------ Input for this task

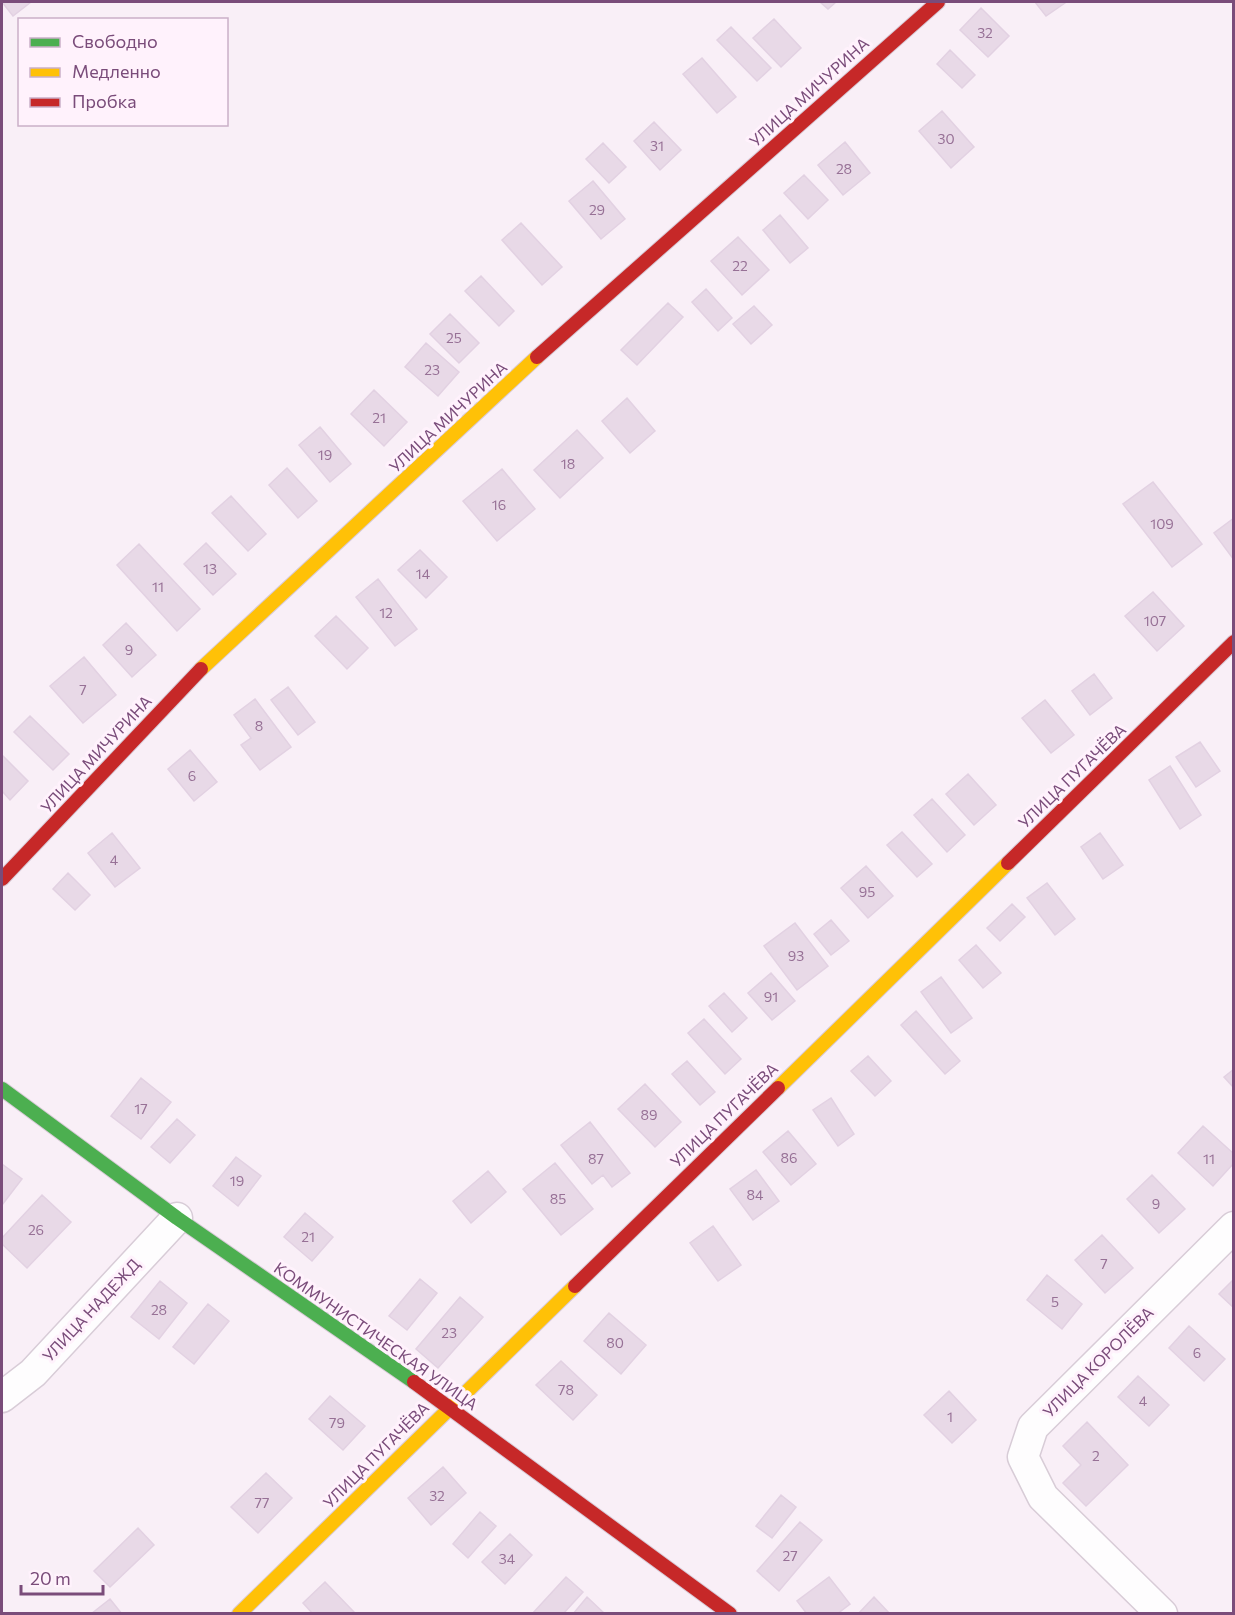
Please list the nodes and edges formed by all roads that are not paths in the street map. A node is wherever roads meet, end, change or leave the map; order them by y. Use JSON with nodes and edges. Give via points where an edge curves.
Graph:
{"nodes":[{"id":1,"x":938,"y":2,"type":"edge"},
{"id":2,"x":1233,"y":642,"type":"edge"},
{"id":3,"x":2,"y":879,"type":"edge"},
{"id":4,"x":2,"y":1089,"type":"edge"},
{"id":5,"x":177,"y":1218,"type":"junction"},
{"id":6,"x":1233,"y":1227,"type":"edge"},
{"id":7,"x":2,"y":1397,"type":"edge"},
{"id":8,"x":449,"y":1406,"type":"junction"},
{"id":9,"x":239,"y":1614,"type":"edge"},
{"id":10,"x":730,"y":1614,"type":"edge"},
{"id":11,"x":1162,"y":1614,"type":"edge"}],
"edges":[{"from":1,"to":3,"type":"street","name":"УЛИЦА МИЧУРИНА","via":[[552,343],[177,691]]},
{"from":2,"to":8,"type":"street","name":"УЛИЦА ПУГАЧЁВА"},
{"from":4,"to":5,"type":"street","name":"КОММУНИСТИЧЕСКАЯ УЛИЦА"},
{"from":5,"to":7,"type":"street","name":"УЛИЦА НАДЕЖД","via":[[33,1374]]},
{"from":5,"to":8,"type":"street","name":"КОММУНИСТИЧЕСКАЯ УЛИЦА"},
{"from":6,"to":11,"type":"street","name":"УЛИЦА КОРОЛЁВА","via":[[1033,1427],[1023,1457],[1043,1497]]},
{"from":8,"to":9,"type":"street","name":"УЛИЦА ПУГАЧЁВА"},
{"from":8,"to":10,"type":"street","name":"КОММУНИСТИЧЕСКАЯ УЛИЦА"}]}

------------
------ Input for this task

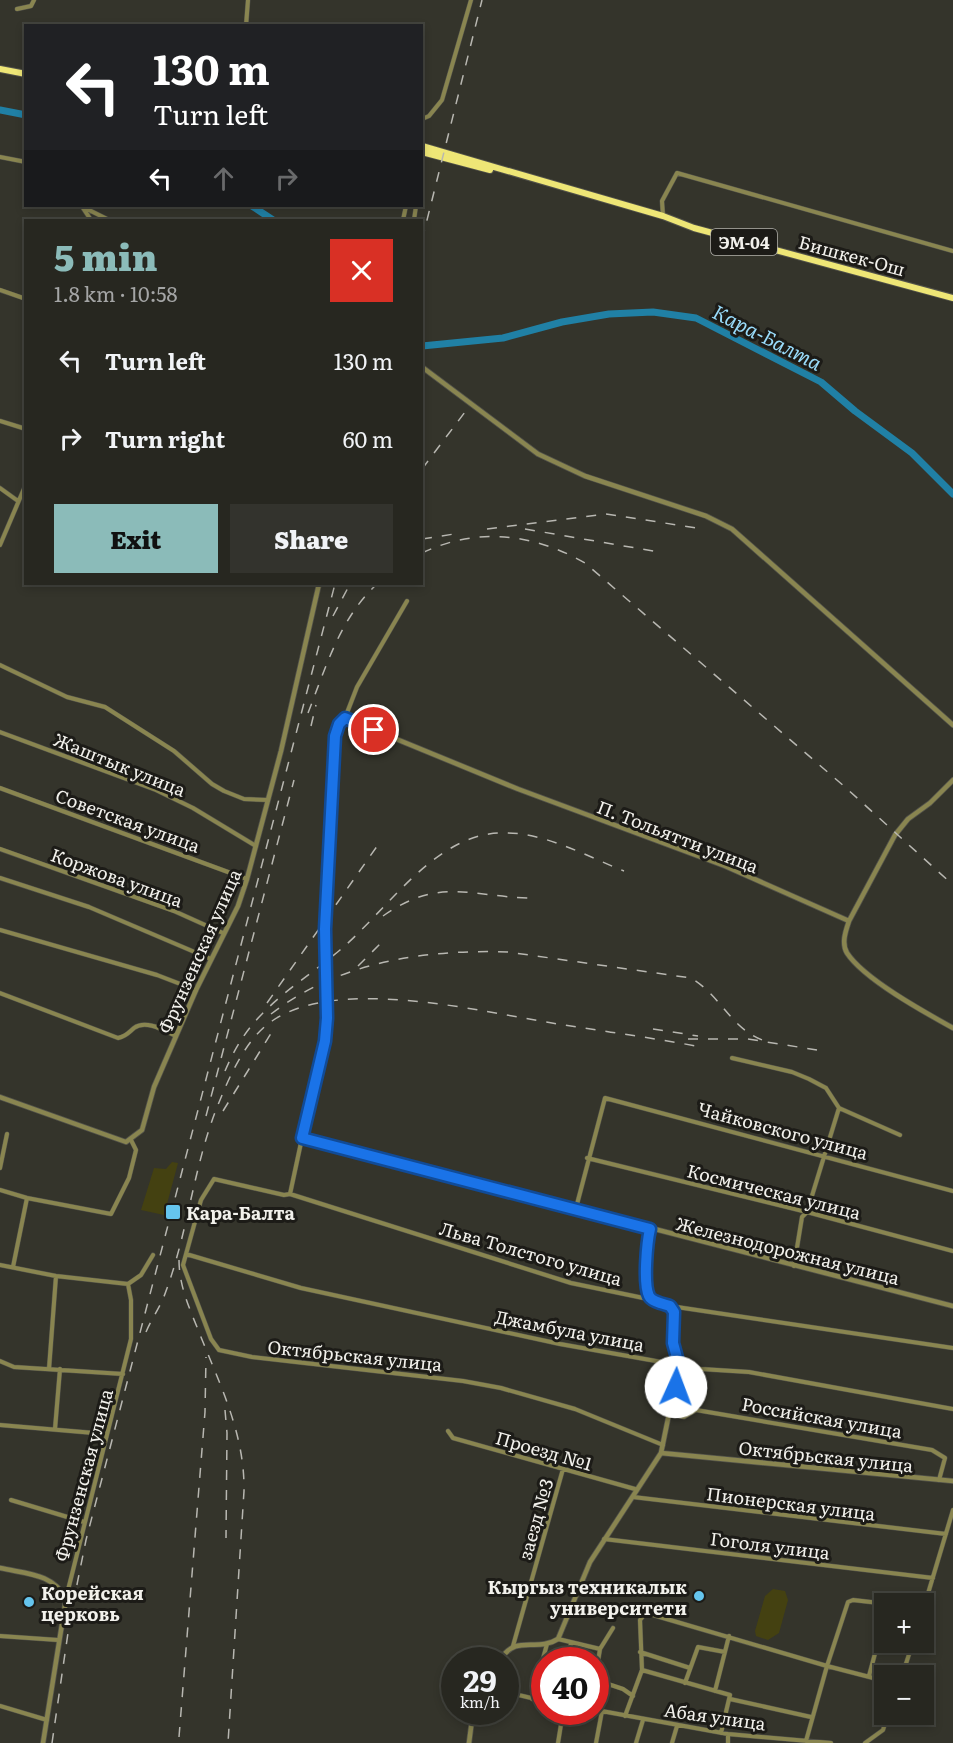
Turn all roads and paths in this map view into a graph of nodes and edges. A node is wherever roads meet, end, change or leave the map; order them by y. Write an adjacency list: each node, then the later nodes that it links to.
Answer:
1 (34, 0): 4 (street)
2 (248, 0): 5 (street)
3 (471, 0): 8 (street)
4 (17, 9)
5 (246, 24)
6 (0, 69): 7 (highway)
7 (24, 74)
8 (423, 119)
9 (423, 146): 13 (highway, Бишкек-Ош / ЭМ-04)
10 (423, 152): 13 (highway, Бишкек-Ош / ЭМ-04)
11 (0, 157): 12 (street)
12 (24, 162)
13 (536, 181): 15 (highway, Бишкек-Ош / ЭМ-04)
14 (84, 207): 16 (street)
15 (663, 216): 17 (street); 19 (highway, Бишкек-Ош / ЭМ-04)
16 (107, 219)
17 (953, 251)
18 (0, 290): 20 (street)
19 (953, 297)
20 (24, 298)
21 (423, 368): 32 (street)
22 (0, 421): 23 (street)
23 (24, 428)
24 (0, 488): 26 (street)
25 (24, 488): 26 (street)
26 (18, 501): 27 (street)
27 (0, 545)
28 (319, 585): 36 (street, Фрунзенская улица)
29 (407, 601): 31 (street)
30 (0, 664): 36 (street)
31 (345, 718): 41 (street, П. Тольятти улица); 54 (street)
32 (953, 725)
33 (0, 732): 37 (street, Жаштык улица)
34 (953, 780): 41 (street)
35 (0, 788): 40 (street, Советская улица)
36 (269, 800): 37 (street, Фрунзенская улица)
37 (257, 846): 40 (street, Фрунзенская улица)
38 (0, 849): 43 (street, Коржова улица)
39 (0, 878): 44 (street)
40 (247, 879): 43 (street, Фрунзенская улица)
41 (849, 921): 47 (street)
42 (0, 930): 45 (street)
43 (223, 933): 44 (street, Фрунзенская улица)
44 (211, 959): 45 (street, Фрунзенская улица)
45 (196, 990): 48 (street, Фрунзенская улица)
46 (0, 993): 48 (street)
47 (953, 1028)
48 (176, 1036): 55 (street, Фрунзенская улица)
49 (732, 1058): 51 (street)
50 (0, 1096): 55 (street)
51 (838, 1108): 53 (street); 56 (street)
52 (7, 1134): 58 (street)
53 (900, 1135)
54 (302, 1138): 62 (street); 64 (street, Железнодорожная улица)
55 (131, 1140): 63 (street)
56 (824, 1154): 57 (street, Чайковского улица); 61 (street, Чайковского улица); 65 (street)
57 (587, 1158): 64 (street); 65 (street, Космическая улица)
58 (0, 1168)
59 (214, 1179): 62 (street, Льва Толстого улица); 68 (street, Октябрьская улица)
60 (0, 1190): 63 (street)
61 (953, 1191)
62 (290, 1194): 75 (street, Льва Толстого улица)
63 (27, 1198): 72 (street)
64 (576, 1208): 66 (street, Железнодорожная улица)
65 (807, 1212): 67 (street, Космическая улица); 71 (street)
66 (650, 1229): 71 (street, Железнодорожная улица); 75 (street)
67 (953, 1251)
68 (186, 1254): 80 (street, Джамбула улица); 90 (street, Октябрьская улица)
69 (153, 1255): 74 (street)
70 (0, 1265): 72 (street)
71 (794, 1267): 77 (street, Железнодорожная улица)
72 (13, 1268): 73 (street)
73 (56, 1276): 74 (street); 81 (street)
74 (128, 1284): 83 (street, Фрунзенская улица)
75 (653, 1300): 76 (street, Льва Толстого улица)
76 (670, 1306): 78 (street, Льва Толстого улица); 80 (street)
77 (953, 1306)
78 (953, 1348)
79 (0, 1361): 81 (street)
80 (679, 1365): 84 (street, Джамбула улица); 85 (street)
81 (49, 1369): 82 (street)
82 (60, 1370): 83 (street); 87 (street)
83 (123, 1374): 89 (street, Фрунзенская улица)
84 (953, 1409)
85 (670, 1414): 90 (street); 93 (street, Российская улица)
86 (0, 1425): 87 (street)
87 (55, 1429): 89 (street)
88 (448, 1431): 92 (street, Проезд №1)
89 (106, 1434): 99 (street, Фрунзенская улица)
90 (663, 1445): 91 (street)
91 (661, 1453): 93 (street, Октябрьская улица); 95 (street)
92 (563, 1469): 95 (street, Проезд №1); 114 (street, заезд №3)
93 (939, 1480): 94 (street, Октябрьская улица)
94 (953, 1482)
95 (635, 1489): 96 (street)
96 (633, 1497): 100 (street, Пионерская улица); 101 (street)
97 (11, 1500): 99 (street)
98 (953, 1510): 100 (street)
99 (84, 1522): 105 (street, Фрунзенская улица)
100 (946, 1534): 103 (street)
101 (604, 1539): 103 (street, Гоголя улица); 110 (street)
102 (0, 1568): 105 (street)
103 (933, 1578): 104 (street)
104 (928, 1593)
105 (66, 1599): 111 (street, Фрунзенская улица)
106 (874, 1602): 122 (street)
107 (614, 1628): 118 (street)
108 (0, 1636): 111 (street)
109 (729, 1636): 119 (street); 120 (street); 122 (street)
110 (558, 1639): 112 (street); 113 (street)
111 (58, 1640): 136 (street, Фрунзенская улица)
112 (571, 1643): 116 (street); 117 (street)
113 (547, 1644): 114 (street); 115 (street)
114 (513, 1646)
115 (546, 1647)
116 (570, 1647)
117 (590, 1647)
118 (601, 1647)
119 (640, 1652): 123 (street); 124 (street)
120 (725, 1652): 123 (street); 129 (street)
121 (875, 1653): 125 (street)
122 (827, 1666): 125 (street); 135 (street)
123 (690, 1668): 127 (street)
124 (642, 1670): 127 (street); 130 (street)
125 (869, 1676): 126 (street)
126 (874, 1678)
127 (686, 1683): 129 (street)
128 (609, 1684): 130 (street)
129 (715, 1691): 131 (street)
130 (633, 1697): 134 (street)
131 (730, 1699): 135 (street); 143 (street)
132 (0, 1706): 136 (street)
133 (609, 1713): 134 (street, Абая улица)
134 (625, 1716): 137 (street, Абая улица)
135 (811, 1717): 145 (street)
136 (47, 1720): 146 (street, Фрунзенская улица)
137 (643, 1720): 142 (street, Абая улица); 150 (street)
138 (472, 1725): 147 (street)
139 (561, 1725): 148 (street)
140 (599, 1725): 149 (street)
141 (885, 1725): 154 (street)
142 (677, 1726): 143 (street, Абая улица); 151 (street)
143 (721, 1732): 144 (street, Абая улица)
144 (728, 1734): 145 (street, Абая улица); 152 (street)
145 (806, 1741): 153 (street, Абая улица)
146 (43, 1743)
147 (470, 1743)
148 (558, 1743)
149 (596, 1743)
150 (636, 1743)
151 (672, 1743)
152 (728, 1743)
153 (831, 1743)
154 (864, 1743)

------------
------ Input for this task

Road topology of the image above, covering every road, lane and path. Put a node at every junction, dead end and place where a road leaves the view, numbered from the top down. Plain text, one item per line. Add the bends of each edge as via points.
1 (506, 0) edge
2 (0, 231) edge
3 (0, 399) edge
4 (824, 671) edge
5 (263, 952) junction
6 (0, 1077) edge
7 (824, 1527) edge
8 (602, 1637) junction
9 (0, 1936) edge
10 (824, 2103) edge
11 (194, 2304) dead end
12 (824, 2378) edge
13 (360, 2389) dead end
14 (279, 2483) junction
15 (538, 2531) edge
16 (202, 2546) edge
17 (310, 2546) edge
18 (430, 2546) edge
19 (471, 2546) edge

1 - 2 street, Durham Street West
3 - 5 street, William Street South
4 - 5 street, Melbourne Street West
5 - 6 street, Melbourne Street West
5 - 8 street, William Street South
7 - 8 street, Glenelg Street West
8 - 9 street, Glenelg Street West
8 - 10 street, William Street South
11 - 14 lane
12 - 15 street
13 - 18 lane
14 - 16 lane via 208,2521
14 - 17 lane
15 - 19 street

------------

_Exercise prompt_
Select every line of the records holding the string "wherever".

_Answer to the exercise_
Please list the nodes and edges formed by all roads that are not paths in the street map. A node is wherever roads meet, end, change or leave the map; order them by y. Use JSON with nodes and edges. Give via points where an edge curves.
Turn all roads and paths in this map view into a graph of nodes and edges. A node is wherever roads meet, end, change or leave the map; order them by y. Write an adjacency list: each node, then the later nodes that it links to.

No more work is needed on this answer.